Work task
Copy every line of the data that includes the string "numbered".

[Stored records]
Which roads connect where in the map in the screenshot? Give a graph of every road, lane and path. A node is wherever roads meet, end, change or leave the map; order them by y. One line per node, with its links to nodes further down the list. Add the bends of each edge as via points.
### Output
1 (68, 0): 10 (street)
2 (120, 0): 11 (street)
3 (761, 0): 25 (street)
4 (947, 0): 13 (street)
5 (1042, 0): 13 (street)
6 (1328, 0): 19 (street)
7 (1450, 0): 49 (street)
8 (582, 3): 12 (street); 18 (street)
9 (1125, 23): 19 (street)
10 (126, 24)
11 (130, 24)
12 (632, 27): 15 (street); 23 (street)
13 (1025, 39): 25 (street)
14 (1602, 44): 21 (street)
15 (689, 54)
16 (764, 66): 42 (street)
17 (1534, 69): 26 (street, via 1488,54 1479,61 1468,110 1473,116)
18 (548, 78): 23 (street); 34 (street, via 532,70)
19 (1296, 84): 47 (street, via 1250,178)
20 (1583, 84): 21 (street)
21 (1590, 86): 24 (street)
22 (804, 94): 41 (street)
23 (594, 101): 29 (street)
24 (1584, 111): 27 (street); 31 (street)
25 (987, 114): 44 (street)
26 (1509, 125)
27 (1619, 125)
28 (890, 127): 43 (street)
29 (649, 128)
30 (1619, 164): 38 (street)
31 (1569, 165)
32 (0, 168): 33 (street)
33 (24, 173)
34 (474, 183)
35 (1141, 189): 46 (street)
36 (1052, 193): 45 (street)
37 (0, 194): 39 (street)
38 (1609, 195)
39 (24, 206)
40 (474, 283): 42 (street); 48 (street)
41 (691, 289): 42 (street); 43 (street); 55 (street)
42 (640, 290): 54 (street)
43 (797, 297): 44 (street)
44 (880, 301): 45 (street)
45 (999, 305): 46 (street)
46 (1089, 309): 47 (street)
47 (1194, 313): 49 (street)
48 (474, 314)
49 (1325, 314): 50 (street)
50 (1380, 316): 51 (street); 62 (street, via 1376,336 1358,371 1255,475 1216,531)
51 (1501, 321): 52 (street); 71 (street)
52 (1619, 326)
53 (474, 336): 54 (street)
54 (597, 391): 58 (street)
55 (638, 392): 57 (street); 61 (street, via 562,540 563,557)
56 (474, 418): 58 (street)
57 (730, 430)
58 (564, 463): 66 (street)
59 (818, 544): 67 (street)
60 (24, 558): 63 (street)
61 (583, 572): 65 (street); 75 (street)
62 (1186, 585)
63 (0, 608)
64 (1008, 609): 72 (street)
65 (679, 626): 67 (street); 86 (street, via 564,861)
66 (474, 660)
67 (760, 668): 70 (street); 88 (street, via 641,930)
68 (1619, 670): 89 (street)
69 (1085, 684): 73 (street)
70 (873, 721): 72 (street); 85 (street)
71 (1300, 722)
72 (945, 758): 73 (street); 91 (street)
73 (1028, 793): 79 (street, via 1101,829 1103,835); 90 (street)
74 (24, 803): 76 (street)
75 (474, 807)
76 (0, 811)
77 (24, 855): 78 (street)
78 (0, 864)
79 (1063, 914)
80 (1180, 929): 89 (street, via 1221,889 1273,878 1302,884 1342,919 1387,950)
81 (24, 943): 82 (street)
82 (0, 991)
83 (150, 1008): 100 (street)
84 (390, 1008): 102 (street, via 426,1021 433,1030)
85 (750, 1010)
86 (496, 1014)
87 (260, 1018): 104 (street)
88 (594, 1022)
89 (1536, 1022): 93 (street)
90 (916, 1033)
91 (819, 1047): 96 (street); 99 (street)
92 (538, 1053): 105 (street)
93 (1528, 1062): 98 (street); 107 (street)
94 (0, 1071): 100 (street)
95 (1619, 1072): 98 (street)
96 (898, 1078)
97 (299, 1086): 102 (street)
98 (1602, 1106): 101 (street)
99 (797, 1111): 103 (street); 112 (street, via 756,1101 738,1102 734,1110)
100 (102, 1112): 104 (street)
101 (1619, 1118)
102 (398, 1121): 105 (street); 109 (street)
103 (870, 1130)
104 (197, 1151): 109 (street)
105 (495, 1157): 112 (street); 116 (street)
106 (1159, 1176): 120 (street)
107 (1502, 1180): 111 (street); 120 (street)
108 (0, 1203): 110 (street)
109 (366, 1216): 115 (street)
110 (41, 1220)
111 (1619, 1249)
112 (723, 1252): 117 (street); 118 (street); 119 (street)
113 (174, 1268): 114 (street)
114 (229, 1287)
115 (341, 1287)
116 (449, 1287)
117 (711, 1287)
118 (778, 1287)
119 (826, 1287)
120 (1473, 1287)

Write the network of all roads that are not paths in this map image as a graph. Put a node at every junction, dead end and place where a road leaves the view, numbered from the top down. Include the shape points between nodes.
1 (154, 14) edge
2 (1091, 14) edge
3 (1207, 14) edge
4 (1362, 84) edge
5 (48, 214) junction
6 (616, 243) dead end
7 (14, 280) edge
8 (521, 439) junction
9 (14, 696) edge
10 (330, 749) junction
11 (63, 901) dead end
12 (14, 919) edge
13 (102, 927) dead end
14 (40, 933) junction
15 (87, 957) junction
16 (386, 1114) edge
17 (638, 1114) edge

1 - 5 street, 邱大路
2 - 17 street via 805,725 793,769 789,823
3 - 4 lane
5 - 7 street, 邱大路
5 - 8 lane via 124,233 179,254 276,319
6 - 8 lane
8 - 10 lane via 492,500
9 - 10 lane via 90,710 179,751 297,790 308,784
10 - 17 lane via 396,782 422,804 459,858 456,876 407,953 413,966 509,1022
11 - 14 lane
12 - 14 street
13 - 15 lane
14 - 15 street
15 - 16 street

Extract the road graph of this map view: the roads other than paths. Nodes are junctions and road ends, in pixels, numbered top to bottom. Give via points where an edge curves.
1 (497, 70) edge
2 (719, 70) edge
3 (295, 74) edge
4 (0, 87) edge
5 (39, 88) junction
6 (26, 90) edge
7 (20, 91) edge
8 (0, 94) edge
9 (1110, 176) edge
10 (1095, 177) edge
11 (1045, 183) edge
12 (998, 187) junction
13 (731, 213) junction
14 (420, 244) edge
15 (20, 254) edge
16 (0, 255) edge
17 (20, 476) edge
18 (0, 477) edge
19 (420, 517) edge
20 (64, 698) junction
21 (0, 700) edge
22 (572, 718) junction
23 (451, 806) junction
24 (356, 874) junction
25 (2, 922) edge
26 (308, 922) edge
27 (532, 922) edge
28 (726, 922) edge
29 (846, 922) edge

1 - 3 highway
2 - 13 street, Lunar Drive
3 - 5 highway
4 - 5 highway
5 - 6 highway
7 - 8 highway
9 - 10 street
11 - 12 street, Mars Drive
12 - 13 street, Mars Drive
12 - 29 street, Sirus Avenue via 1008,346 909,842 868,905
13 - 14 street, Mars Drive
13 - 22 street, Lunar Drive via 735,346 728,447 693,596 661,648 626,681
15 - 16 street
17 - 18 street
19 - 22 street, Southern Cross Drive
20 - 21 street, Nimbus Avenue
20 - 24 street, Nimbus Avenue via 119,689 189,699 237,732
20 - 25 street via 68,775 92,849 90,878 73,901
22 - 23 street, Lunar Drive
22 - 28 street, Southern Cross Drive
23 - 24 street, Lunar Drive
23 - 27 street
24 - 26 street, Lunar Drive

Solution below
Write the network of all roads that are not paths in this map image as a graph. Put a node at every junction, dead end and place where a road leaves the view, numbered from the top down. Include the shape points between nodes.
Extract the road graph of this map view: the roads other than paths. Nodes are junctions and road ends, in pixels, numbered top to bottom. Give via points where an edge curves.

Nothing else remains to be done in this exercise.